Regents PrepGlobal History: Science & Technology

The Renaissance was a time of creativity and change in Europe. It was a rebirth of cultural and intellectual pursuits after the stagnation of the Middle Ages. The Renaissance produced a golden age with many achievements in art, literature, and science, but most importantly, it produced a new concept of how people thought of themselves, each other, and the world around them.  The Renaissance was centered in Italy during the 1300s, before spreading throughout Europe in the 1500 and 1600s.

Art & Architecture
Renaissance artists and architects produced some of the finest works in all the world.  While religious art was still very prominent, new styles were developed.  Humanist ideas, and the concept of realism, was reflected in many art forms.   Artists such as Leonardo Da Vinci studied anatomy, while others used live models to better catch the human form.  Artists also learned the rules of perspective allowing them to give their works a 3 dimensional appearance.
Architects revived many ancient Greek and Roman styles, such as the use of columns, domes, and arches.

Michelangelo: Sculptor, painter, poet, engineer, and architect.  Famous works include the mural on the ceiling of the Sistine Chapel, and the sculpture of the biblical character David.
Leonardo Da Vinci: A true Renaissance man interested in a variety of subjects.  He was a painter, sculptor, engineer, and inventor.  Famous works include paintings Mona Lisa and The Last Supper.  Also left a variety of sketches showing flying machines and underwater boats centuries before the invention of planes and submarines.

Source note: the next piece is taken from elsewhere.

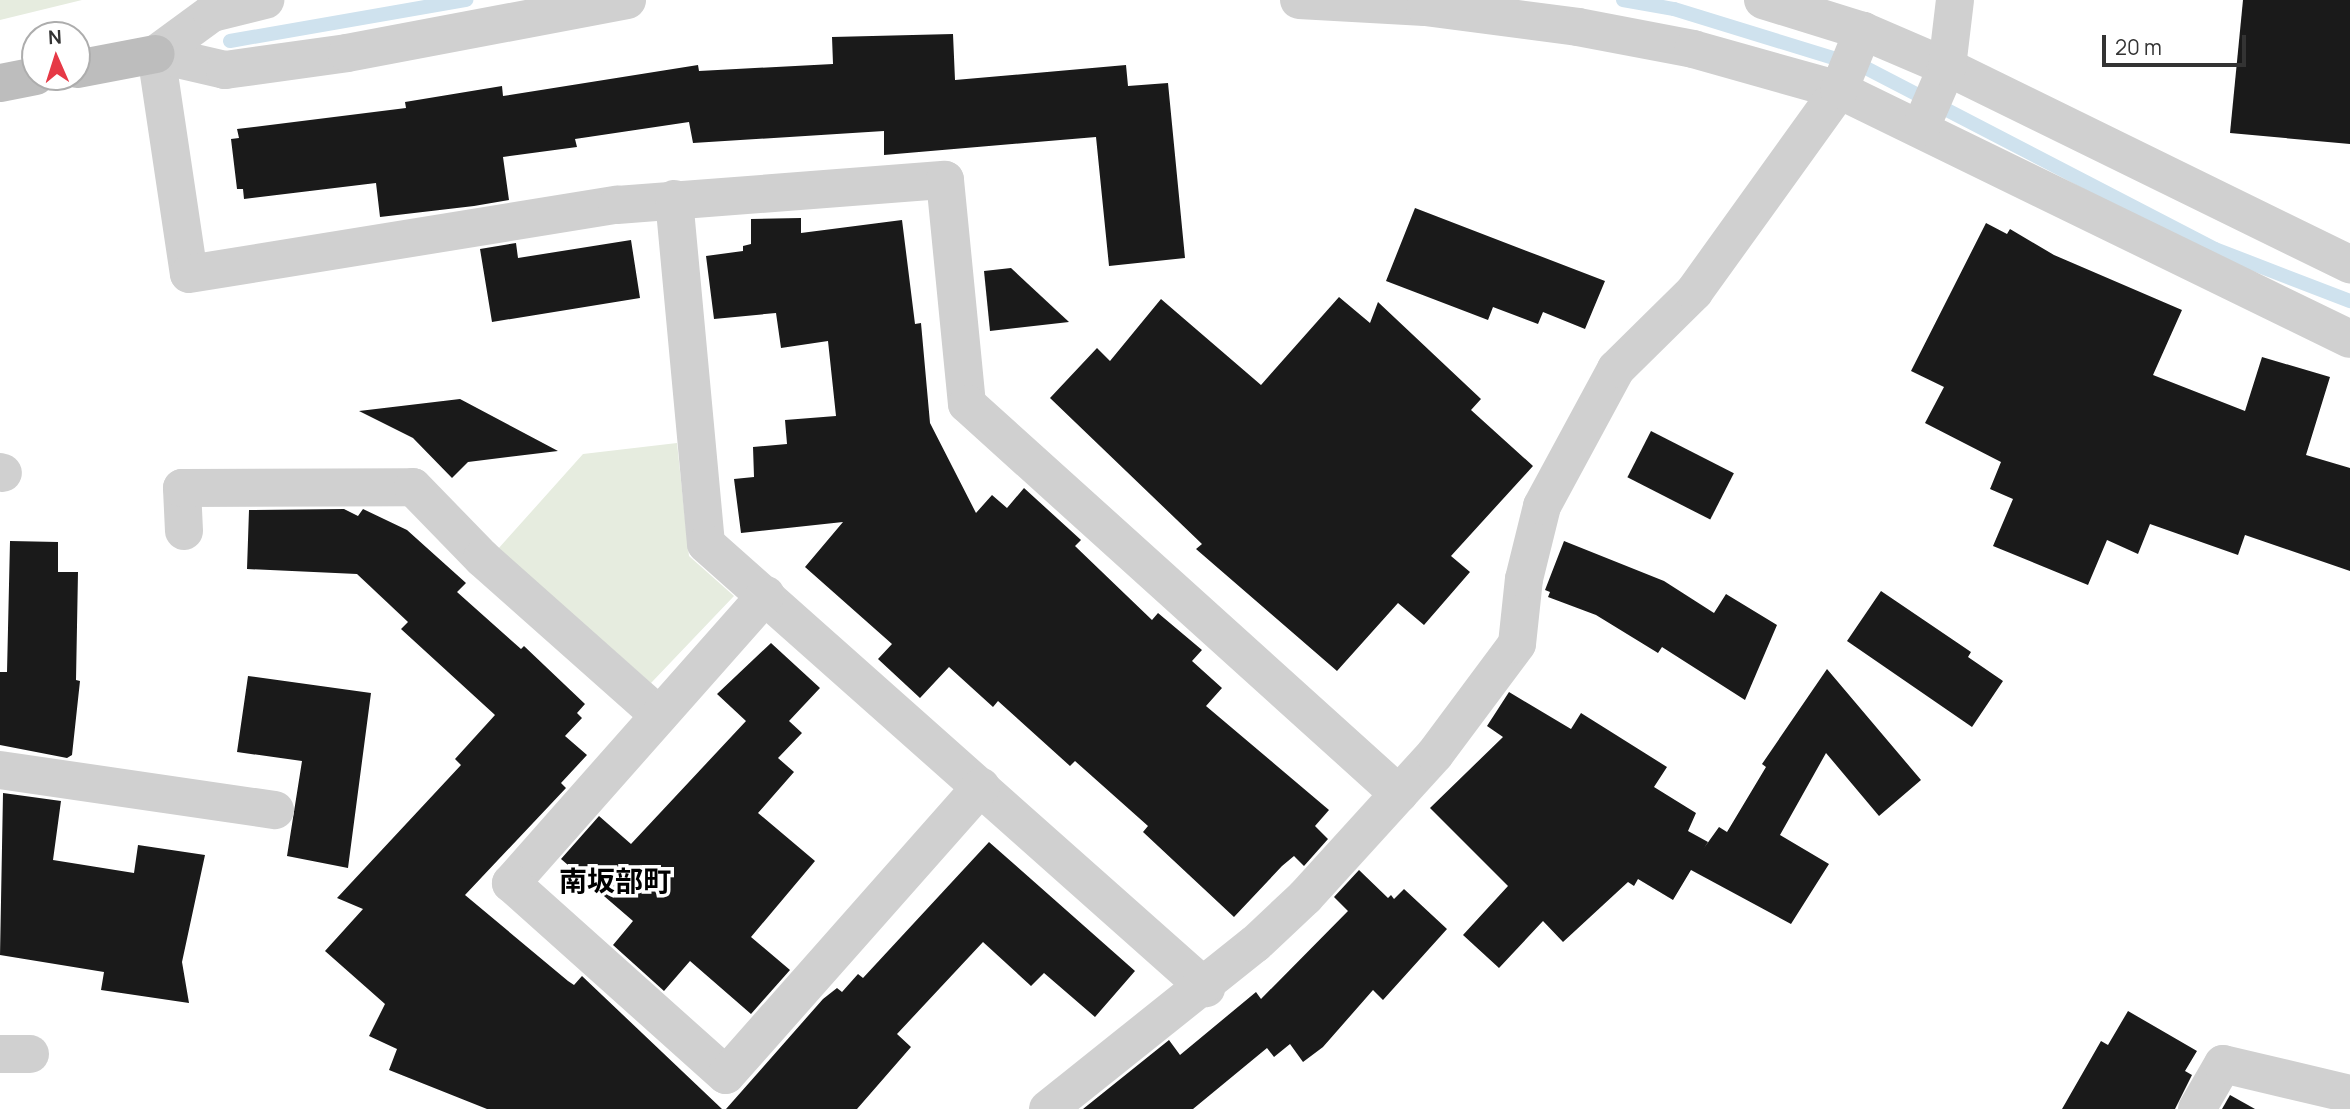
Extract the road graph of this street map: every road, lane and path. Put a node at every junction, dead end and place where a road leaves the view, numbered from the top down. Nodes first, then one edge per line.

The most important technological innovation of the time was the printing press.  The technology to make this possible was introduced from China in the 1300s.  By the 1400s, movable type was being used in Europe as Johann Gutenberg began printing the Bible in everyday language. Soon millions of books were in circulation.  This invention led to a higher literacy rate among people, and helped with the spreading of Renaissance ideas.